Recorded data:
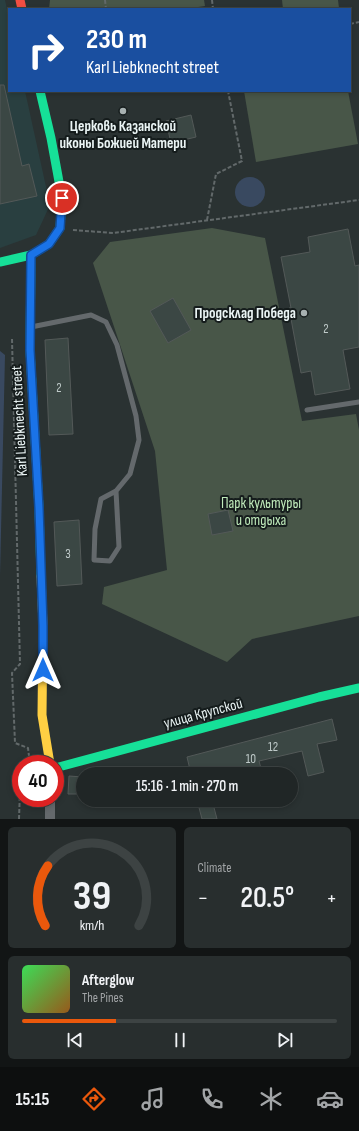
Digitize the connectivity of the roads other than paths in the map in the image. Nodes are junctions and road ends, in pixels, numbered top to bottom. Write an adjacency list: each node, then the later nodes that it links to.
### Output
1 (40, 92): 2 (street)
2 (31, 255): 3 (street); 4 (street, Karl Liebknecht street)
3 (0, 262)
4 (30, 327): 7 (lane); 9 (street, Karl Liebknecht street)
5 (359, 402): 6 (lane)
6 (307, 410)
7 (116, 491): 7 (lane)
8 (359, 688): 10 (street, улица Крупской)
9 (49, 755)
10 (64, 766)
11 (50, 807): 12 (street)
12 (50, 819)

Activity:
Pictures must be left out when the records are transcribed exactly.

Answer area:
Digitize the connectivity of the roads other than paths in the map in the image. Nodes are junctions and road ends, in pixels, numbered top to bottom. Write an adjacency list: each node, then the later nodes that it links to.
### Output
1 (40, 92): 2 (street)
2 (31, 255): 3 (street); 4 (street, Karl Liebknecht street)
3 (0, 262)
4 (30, 327): 7 (lane); 9 (street, Karl Liebknecht street)
5 (359, 402): 6 (lane)
6 (307, 410)
7 (116, 491): 7 (lane)
8 (359, 688): 10 (street, улица Крупской)
9 (49, 755)
10 (64, 766)
11 (50, 807): 12 (street)
12 (50, 819)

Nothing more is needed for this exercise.